Er erlebt die Impfbereitschaft der Menschen im Landkreis Haßberge als zurückhaltend - so wie in Deutschland allgemein. Das allerdings begünstige die Ausbreitung der Grippewelle, zumal die Menschen durch die vergangenen zwei milden Winter mit wenig Erkrankungen nicht immunisiert seien.

Schwere Grippe erwartet


Reimann befürchtet, dass nach der moderaten Grippesaison im vergangenen Jahr in diesem Winter eine größere Erkrankungswelle anrollt. Denn die Grippe in Australien habe bisher doppelt so viele Krankheits- und Todesfälle wie im Vorjahr gefordert. "Der Verlauf auf der Südhalbkugel ist ein Parameter, an dem sich der Grippeverlauf einschätzen lässt", erklärt Reimann. Grund zur Panik gibt es aus seiner Sicht aber nicht. "Man sollte die Grippe nur ernst nehmen", schließt Reimann.

Auch Barbara Goschenhofer, Allgemeinärztin in Hofheim, wartet auf den Impfstoff, der angeblich Mitte November oder Anfang Dezember kommen soll. "Wir haben bereits 100 Dosen bekommen. Aber normalerweise verimpfen wir zwischen 400 und 500 Dosen in der Saison, da fehlt also noch einiges ", berichtet die Medizinerin.
Der Lieferant Novartis war Anfang Oktober in Bedrängnis geraten, nachdem in Italien weiße Partikel in den Impfstoffen nachgewiesen worden waren. Danach wurden auch in Deutschland alle Chargen vom Markt genommen. Nun wird hektisch Nachschub produziert.

Sondersituation in Zeil


Eine besonders schwierige Situation herrscht derzeit in Zeil. "Durch den Lieferengpass werden zuerst diejenigen Praxen beliefert, die Vorbestellungen gemacht haben oder auf der Warteliste stehen", erklärt Klaus Münzhuber.
Der Apotheker bestellt normalerweise für die Allgemeinpraxis Gerhard Binder.

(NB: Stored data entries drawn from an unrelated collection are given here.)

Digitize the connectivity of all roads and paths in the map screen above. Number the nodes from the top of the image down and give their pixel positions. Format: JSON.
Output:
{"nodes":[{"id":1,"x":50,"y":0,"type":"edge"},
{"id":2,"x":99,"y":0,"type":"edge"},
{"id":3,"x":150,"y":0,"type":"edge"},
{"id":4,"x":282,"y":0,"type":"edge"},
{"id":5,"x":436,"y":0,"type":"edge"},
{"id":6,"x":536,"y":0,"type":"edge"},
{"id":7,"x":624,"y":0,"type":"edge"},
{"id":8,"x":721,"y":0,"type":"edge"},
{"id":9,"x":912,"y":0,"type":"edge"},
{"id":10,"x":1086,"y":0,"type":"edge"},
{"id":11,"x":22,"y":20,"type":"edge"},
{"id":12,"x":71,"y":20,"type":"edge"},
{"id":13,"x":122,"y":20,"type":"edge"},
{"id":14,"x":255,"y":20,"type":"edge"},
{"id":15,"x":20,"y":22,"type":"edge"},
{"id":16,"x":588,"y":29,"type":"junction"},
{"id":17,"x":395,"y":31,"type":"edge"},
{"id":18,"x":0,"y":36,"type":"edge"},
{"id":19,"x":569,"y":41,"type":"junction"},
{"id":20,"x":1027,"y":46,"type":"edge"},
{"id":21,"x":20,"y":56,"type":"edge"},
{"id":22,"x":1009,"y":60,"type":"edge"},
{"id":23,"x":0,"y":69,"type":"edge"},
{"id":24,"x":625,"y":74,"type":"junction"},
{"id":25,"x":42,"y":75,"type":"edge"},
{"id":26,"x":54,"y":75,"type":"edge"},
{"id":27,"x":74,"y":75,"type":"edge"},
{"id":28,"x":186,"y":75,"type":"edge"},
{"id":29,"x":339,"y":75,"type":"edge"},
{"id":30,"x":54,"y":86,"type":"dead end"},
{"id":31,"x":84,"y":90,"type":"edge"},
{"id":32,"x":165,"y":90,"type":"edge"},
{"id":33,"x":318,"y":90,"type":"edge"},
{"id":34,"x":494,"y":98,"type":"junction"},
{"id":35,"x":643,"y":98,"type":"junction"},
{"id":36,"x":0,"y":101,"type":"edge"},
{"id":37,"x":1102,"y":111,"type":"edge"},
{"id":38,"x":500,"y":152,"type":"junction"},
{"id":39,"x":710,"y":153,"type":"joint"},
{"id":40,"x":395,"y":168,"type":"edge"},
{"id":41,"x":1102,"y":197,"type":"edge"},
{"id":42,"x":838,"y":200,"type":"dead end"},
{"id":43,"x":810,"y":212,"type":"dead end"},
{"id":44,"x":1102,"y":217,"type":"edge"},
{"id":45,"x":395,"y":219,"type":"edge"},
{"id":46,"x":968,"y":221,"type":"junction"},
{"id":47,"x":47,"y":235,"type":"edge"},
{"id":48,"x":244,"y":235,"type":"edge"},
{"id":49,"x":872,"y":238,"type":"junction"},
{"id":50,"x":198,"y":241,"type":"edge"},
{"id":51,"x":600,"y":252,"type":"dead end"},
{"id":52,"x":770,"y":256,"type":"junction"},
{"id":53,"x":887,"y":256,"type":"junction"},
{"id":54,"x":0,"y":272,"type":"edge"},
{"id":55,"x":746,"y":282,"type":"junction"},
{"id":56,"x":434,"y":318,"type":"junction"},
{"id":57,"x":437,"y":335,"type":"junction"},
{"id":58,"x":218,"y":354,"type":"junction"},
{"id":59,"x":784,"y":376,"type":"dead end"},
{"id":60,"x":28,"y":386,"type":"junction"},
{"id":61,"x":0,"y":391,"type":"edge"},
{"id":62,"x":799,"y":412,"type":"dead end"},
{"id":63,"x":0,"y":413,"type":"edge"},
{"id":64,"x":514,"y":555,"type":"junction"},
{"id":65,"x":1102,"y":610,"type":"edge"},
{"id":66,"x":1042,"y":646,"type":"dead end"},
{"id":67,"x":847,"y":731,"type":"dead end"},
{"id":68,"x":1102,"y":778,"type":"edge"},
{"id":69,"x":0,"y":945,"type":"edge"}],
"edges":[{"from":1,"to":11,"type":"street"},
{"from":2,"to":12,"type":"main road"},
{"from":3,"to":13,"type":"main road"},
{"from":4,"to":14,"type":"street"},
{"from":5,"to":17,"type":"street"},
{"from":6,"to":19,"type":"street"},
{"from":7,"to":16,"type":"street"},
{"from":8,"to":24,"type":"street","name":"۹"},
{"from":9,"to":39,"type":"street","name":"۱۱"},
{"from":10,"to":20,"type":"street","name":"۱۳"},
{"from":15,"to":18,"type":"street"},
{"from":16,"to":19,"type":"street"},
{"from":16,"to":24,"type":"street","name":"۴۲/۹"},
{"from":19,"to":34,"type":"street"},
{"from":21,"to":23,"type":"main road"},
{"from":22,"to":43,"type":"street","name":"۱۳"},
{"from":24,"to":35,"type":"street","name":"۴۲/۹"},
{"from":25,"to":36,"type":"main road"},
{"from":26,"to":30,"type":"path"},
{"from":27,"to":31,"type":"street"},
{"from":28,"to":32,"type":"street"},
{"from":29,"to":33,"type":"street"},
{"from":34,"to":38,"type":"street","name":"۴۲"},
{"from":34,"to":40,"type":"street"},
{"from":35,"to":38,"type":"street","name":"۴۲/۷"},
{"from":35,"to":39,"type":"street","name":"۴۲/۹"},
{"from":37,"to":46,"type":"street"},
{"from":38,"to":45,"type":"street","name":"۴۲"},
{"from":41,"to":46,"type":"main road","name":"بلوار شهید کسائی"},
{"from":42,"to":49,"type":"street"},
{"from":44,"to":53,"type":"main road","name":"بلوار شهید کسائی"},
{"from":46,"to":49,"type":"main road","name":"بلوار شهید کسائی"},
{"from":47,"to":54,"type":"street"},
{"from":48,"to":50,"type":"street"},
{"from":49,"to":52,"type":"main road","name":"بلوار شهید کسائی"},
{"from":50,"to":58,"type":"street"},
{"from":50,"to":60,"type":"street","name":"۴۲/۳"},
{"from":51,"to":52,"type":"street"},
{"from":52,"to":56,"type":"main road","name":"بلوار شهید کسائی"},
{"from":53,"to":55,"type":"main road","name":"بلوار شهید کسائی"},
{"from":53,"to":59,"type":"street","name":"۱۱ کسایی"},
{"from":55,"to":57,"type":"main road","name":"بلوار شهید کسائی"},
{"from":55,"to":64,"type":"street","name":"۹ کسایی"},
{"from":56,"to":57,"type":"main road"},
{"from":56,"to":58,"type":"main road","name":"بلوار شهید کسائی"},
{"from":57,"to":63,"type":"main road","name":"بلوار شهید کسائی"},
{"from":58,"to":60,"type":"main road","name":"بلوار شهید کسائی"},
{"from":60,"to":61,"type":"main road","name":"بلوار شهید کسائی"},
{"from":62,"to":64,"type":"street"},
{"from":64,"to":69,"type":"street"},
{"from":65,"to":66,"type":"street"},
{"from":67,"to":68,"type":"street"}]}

"Da der Arzt aber schon seit längerer Zeit krank ist, konnten wir auch nichts bestellen, weil wir ja nicht wissen, wie viel benötigt wird", erklärt Klaus Münzhuber. Auch er ist ein Befürworter der Grippeimpfung. "Je mehr geimpft wird, desto geringer ist die Ansteckungsgefahr", sagt er und schließt: "Für unsere Apotheke hat sich das Thema impfen damit vermutlich erledigt."